L'histoire des rapports de l'Espagne à la judaïté est exemplaire. Elle est en outre assez bien connue pour que l'approche mise en oeuvre puisse servir de référence à d'autres études.

Les juifs ont été matériellement éliminés d'Espagne à la fin du XVe siècle, par conversion ou expulsion. Ils ont également été niés en tant que partie prenante de l'histoire espagnole par le phénomène de la pureté de sang, qui se développe vraiment à partir du milieu du XVIe siècle. Dorénavant, il n'est plus possible d'occuper un rang élevé dans la société espagnole sans prouver que l'on n'a pas de sang juif dans les veines.
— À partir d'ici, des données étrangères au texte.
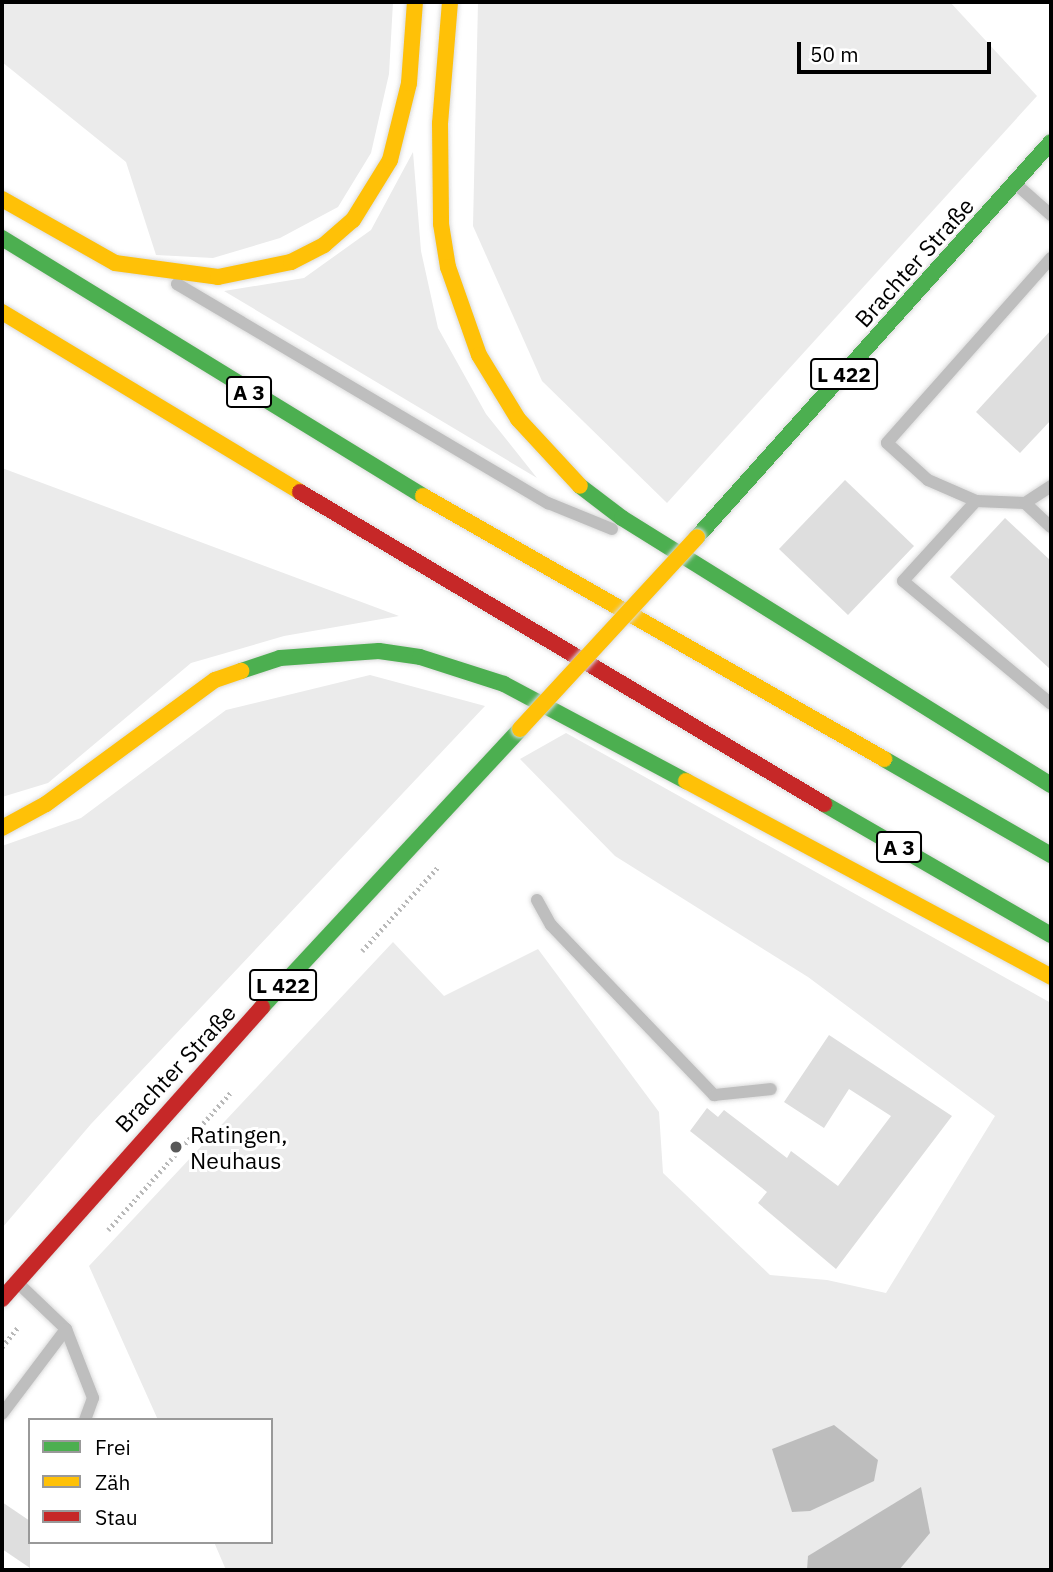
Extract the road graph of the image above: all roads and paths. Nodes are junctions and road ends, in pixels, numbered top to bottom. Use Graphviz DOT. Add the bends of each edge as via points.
graph roads {
  1 [pos="415,2"];
  2 [pos="450,2"];
  3 [pos="1051,142"];
  4 [pos="1015,183"];
  5 [pos="2,200"];
  6 [pos="1051,215"];
  7 [pos="2,238"];
  8 [pos="1051,258"];
  9 [pos="156,272"];
  10 [pos="2,312"];
  11 [pos="1051,486"];
  12 [pos="976,500"];
  13 [pos="1025,503"];
  14 [pos="1051,527"];
  15 [pos="683,559"];
  16 [pos="1051,704"];
  17 [pos="1051,785"];
  18 [pos="2,828"];
  19 [pos="1051,855"];
  20 [pos="537,900"];
  21 [pos="1051,935"];
  22 [pos="1051,977"];
  23 [pos="771,1089"];
  24 [pos="16,1282"];
  25 [pos="2,1299"];
  26 [pos="66,1329"];
  27 [pos="2,1414"];
  28 [pos="86,1418"];
  1 -- 9 [label="main road" via="401,122 390,160 353,220 324,245 255,273 207,277"];
  2 -- 15 [label="main road" via="440,123 441,224 448,267 479,355 499,394 554,460 592,495"];
  3 -- 4 [label="main road, Brachter Straße / L 422"];
  4 -- 6 [label="lane"];
  4 -- 24 [label="main road, Brachter Straße / L 422, bridge"];
  5 -- 9 [label="main road" via="115,263"];
  7 -- 19 [label="main road, A 3" via="353,457"];
  8 -- 12 [label="lane" via="887,443 928,480"];
  9 -- 15 [label="lane" via="548,503"];
  10 -- 21 [label="main road, A 3" via="637,697"];
  11 -- 13 [label="lane"];
  12 -- 13 [label="lane"];
  12 -- 16 [label="lane" via="903,581"];
  13 -- 14 [label="lane"];
  15 -- 17 [label="main road"];
  18 -- 22 [label="main road" via="46,804 215,680 280,658 379,651 420,657 504,684"];
  20 -- 23 [label="lane" via="551,925 714,1095"];
  24 -- 25 [label="main road, Brachter Straße / L 422"];
  24 -- 26 [label="lane"];
  26 -- 27 [label="lane"];
  26 -- 28 [label="lane" via="93,1398"];
}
La "pureté de sang" est intimement liée à l'affirmation d'une conscience espagnole commune aux différents royaumes de la péninsule, qui communient dans le mythe de leur éternelle fidélité à l'Eglise. Il est lié au refus de la Réforme et à l'implantation d'une emprise forte du religieux sur la société civile qui se produit à la même époque.

L'effondrement de l'Ancien Régime conduit, au XIXe siècle, l'Espagne à une relecture en profondeur de sa mémoire historique. Les groupes ci-devant marginalisés, notamment les morisques et les juifs, voient leur statut revalorisé. Les partisans du nouveau système politique considèrent le sort que leur a réservé l'ancien comme l'exemple même de ses vices. Juifs et morisques deviennent partie intégrante de la nation espagnole, et l'expulsion est présentée comme une automutilation. Les milieux conservateur maintiennent au contraire l'interprétation traditionnelle, mais sont obligés de donner au thème, ne serait-ce que pour des raisons apologétiques, une importance considérable. La réintégration est parachevée par la "transition démocratique" de la fin du XXe siècle, qui balaye les dernière réticences. Il est désormais chic en Espagne de se trouver une ascendance juive.